See here for a screen-shot of how it looks in my browser. Note how the Zonne energie data value appears in the div below when hovering :

How it looks in the browser

The problem is, however, that I'm not able to receive the data in the page source. Probably because I'm not not able to figure out how to hover the mouse over the chart using Selenium.

My initial code is:

chrome_driver_path = pathlib.Path(__file__).parent / "chromedriver"
options = webdriver.ChromeOptions()
options.add_argument('headless')
driver = webdriver.Chrome(executable_path=chrome_driver_path,options=options)
url = "https://energieopwek.nl"
driver.get(url)

line_chart=driver.find_element(By.ID,"linechart_1")
action.move_to_element(line_chart).click().perform() # clicking on the chart
soup = BeautifulSoup(driver.page_source, 'lxml')
print(soup.prettify()) # I'd expect to see the data in the page source, but it's not

Here is the page source output.
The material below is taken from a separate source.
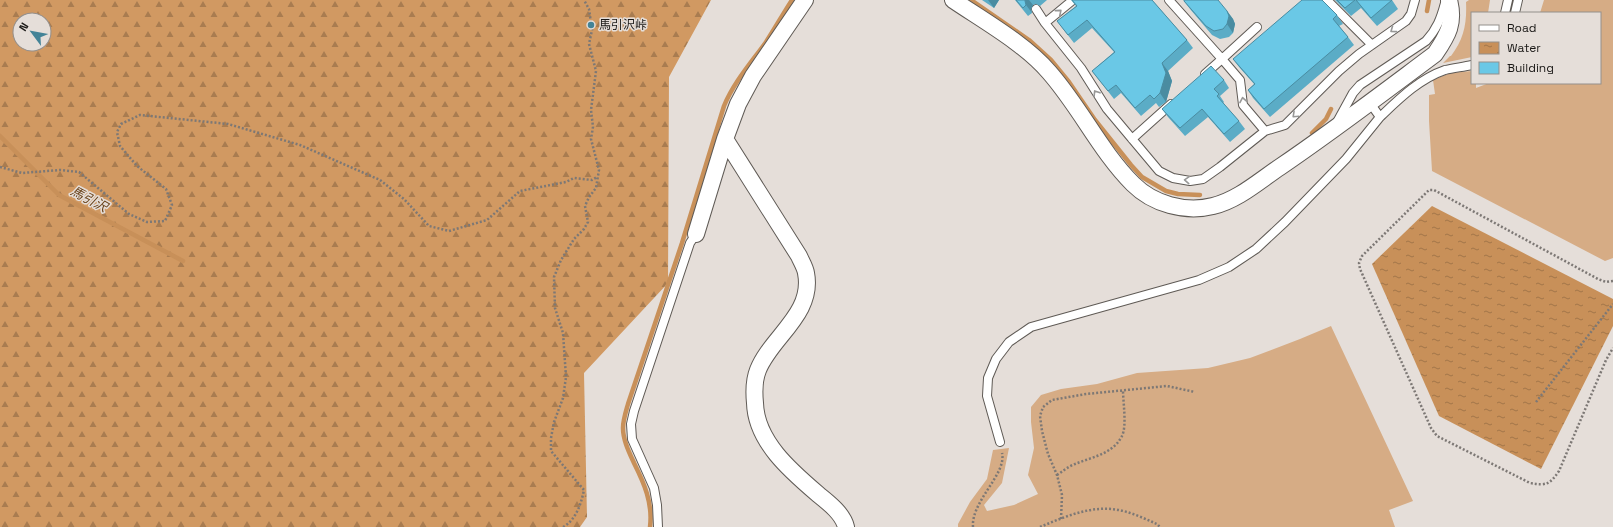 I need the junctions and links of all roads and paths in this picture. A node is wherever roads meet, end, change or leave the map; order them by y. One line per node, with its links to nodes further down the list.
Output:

I'd have expected data from the chart to be present in the divs, as in the screen-shot above:

<div _echarts_instance_="ec_1652165210746" class="eo-chart" id="linechart_1" style="-webkit-tap-highlight-color: transparent; user-select: none; position: relative; background: rgba(0, 0, 0, 0);">
  <div style="position: relative; overflow: hidden; width: 744px; height: 385px; padding: 0px; margin: 0px; border-width: 0px; cursor: default;">
    <canvas data-zr-dom-id="zr_0" height="385" style="position: absolute; left: 0px; top: 0px; width: 744px; height: 385px; user-select: none; -webkit-tap-highlight-color: rgba(0, 0, 0, 0); padding: 0px; margin: 0px; border-width: 0px;" width="744">
    </canvas>
  </div>
  <div>
  --- WHERE IS THE DATA?---
  </div>
</div>

Curious to hear if anybody is able to help me here ?

Jean Vache
  • 83
  • 1
  • 10
  • Instead of scraping the site can you not use the api to collect the data?? if we change the day we can see that it calls: `https://energieopwek.nl/data.php?sid=2ecde3&Day=2022-05-05&scale=day` maybe that is what you need – Helder Sepulveda May 09 '22 at 19:01
  • That's is a good suggestion and I've tried that, but the data available there is obfuscated and I don't know how to reverse engineer it. – Jean Vache May 10 '22 at 06:41

2 Answers2

1

If this is for a project you are going to publish you should reach to the source asking for permission, or get lawyers involved to make sure you are not breaking the Terms of service on that site. I get a feeling they might have obfuscated the data to prevent what you are trying to do.


About my comment and the data available on:
https://energieopwek.nl/data.php?sid=2ecde3&Day=2022-05-05&scale=day

Even with the JS code uglyfied we can still make up some:
... that return seriesData caught my eye, looks like that is the raw data for the chart

If you know how to use debug on the developer console that is your start point

And it looks like there is a way to read JS variables from selenium if that is what you prefer using:
Reading JavaScript variables using Selenium WebDriver


Helder Sepulveda
  • 15,500
  • 4
  • 29
  • 56
  • Thank you for the answer and for the advice regarding potential legal issues with scraping the data. I did manage to inspect the seriesData object and it does contain the data! Next step then will be to read it with python. Thank you again for helping me get started on this. My use of this data will only be for study purposes, so I guess that's ok, but will nevertheless contact the company asking for permission. – Jean Vache May 11 '22 at 13:15
0

You can take a screenshot with selenium then crop it automatically. Here's an example of something like that I've done before.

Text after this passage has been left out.